When you reproduce the data, keep every word exactly as it stands and leave the pictures out.

Stored data
[Start of Attachment]
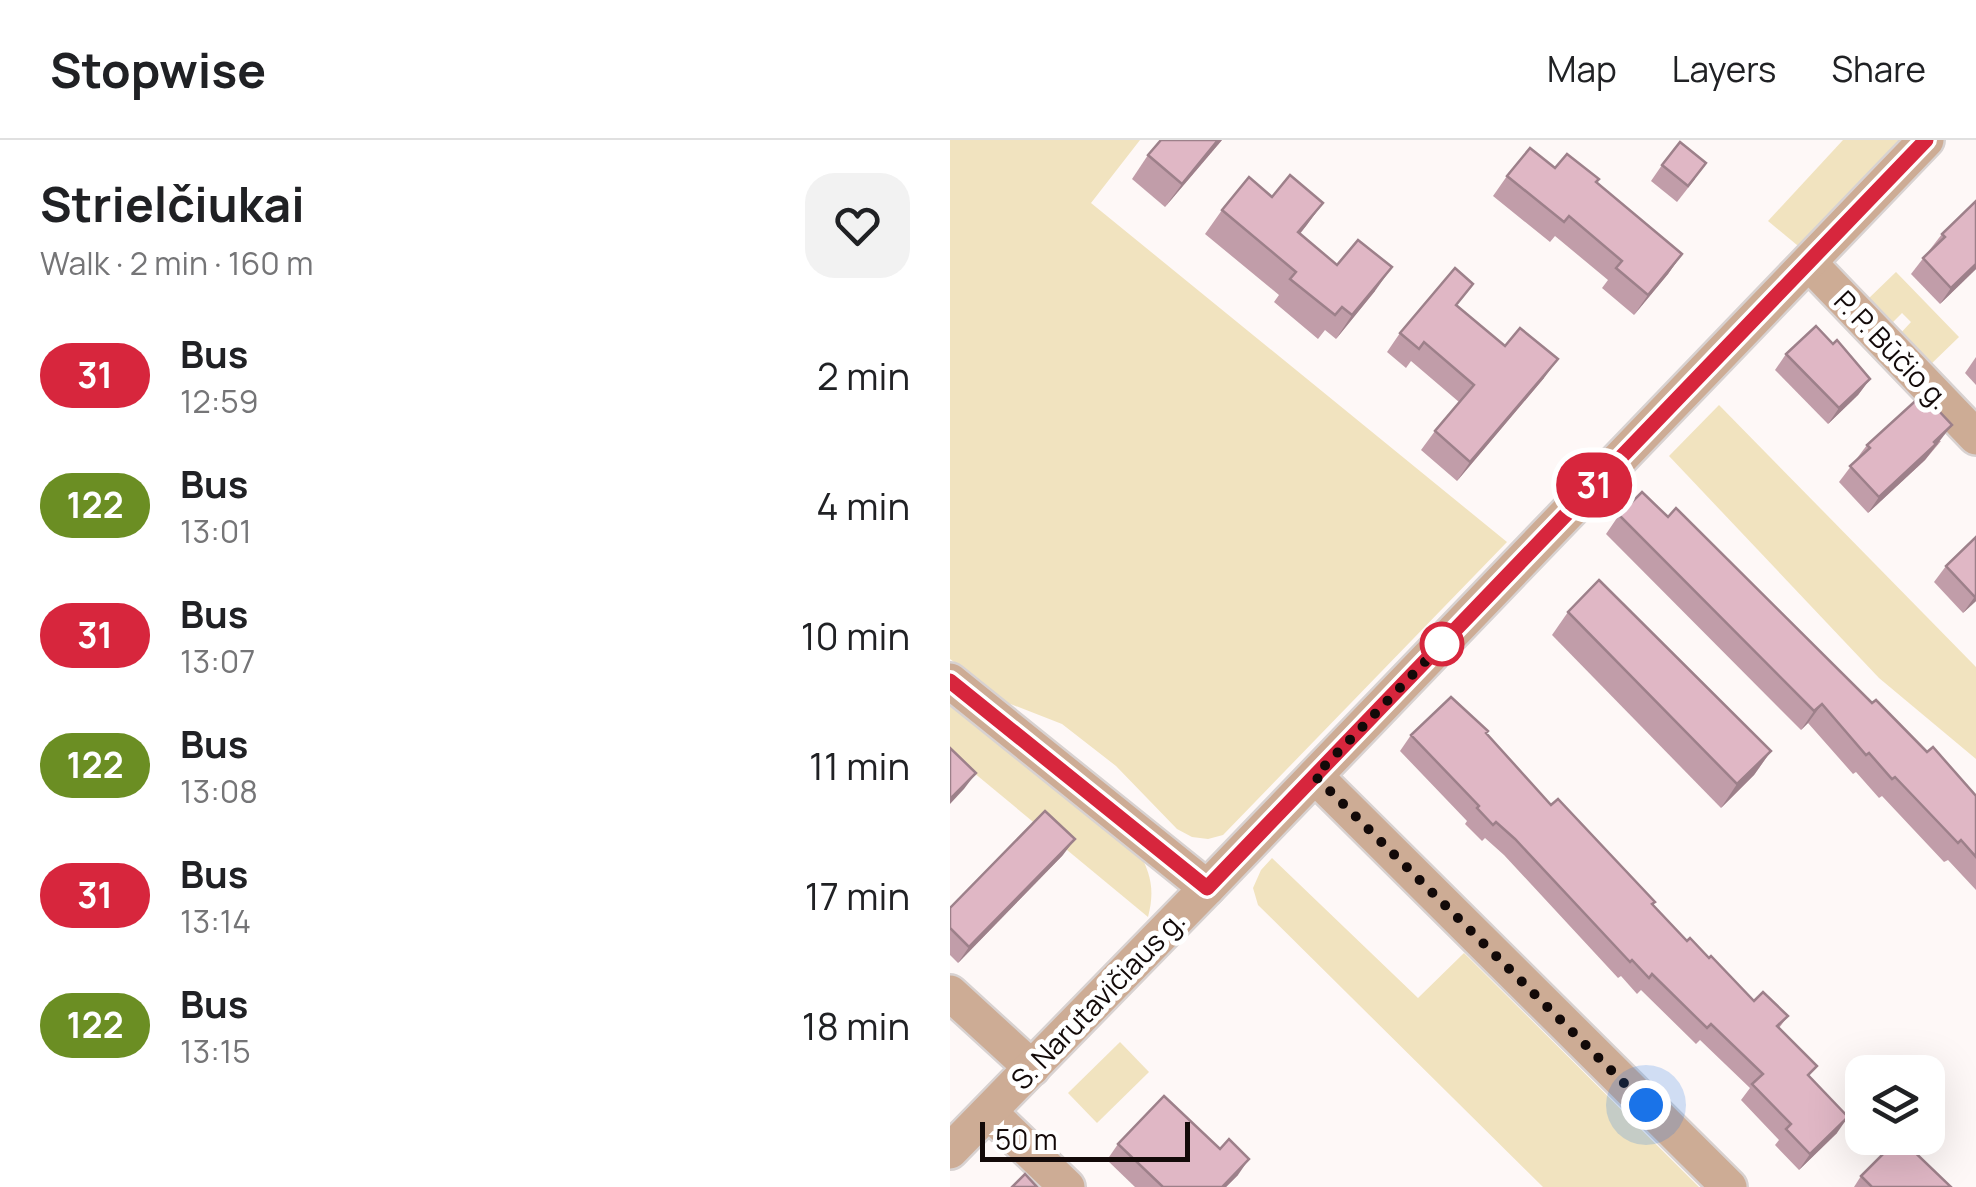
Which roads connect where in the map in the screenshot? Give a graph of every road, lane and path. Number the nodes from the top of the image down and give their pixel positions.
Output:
1 (1926, 140) edge
2 (1809, 263) junction
3 (1976, 438) edge
4 (950, 681) edge
5 (1315, 776) junction
6 (1207, 888) junction
7 (950, 993) edge
8 (1032, 1068) junction
9 (989, 1112) junction
10 (950, 1151) edge
11 (1067, 1187) edge
12 (1729, 1187) edge

1 - 2 street, S. Narutavičiaus g.
2 - 3 street, P. P. Būčio g.
2 - 5 street, S. Narutavičiaus g.
4 - 6 street
5 - 6 street, S. Narutavičiaus g.
5 - 12 street
6 - 8 street, S. Narutavičiaus g.
7 - 8 street
8 - 9 street, S. Narutavičiaus g.
9 - 10 street, S. Narutavičiaus g.
9 - 11 street, S. Narutavičiaus g.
[End of Attachment]
■ Exercise response:
Which roads connect where in the map in the screenshot? Give a graph of every road, lane and path. Number the nodes from the top of the image down and give their pixel positions.
Output:
1 (1926, 140) edge
2 (1809, 263) junction
3 (1976, 438) edge
4 (950, 681) edge
5 (1315, 776) junction
6 (1207, 888) junction
7 (950, 993) edge
8 (1032, 1068) junction
9 (989, 1112) junction
10 (950, 1151) edge
11 (1067, 1187) edge
12 (1729, 1187) edge

1 - 2 street, S. Narutavičiaus g.
2 - 3 street, P. P. Būčio g.
2 - 5 street, S. Narutavičiaus g.
4 - 6 street
5 - 6 street, S. Narutavičiaus g.
5 - 12 street
6 - 8 street, S. Narutavičiaus g.
7 - 8 street
8 - 9 street, S. Narutavičiaus g.
9 - 10 street, S. Narutavičiaus g.
9 - 11 street, S. Narutavičiaus g.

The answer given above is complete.